I think what he's saying is some settings of the tonestack cause so much signal loss that he needs a gain of 10 to get back above unity.  Other settings have less loss so need less gain and therefore clip the recovery stage. Thinking about it a bit more this sounds a bit odd to me, maybe there's an error in the tonestack, schematic would be useful.

thelonious

Quote from: samhay on March 25, 2014, 04:57:11 AM
I assume you are using a 9v supply? If so, why don't you increase the supply voltage - a charge pump will give you +/- 9v for a hand full of parts, and this will usually save you a few caps in the audio section.

+1. Unless slacker is right about something strange going on in the tone stack, this should solve your problem. And if you like the tone as is, you could keep the first op amp supplied by 9v and just run the second one off the higher voltage.

Anchovie mentioned a rail to rail op amp. Again, to keep your tone the same, you could switch just the 2nd opamp to a TLC2272 or TLC272.

MrStab

thanks a lot for the thoughts so far, guys.

a charge pump sounds like a perfect idea - and i have a coupla ICL7660S gathering dust - but i'd really rather avoid it to keep the footprint down. i'm on "version" 4 so the rest of the design is more or less consolidated. there's hope in that line of thinking yet, though - a different opamp. so you guys think a rail-to-rail CMOS opamp could help out here?

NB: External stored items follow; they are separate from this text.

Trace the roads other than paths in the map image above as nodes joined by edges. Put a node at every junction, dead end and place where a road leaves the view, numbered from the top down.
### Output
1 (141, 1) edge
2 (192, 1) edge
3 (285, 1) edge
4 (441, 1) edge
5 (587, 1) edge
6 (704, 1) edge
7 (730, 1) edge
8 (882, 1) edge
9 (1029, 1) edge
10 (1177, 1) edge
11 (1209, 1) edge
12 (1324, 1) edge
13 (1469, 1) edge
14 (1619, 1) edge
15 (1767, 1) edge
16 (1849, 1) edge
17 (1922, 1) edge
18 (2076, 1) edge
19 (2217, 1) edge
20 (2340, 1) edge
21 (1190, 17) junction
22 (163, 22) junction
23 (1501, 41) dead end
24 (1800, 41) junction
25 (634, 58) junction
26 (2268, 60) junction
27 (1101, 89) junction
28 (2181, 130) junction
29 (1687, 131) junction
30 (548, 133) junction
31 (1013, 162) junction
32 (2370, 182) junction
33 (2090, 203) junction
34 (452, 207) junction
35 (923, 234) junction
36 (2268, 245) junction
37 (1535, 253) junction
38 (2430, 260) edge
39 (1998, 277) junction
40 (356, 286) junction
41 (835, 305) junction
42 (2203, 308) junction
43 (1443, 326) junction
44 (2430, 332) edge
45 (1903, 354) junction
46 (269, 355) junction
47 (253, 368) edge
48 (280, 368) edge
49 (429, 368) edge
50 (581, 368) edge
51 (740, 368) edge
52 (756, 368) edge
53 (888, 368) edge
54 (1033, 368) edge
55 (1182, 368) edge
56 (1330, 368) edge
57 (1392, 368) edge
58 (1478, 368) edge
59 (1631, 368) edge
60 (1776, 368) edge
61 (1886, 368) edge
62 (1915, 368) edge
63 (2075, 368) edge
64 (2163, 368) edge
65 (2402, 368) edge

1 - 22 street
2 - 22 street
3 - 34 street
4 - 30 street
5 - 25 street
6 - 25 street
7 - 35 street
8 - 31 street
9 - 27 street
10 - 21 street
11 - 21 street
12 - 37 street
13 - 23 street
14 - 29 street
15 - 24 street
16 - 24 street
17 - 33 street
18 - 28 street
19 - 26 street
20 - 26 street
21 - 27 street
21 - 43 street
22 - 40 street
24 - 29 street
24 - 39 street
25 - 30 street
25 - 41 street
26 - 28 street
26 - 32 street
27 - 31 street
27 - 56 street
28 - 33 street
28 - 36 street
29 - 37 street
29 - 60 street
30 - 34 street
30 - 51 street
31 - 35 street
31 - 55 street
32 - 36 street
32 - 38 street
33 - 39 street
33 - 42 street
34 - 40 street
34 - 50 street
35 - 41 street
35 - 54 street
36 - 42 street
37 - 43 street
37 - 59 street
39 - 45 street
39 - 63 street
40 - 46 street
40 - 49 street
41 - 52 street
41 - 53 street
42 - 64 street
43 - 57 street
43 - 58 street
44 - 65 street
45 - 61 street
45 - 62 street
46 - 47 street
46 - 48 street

i'm using TL072s, i forgot to mention that. i'm broke as hell but could maybe see what i could score on eBay.
currently i (think i) have LM833s and OPA 2132s in my stash - not rail-to-rail, afaik, but i'll check the datasheets for fun.

if i could just squeeze a tiny bit more performance out of an opamp, then i could probably get away with a gain of 7-8. i'm happy to provide measurements if needs be.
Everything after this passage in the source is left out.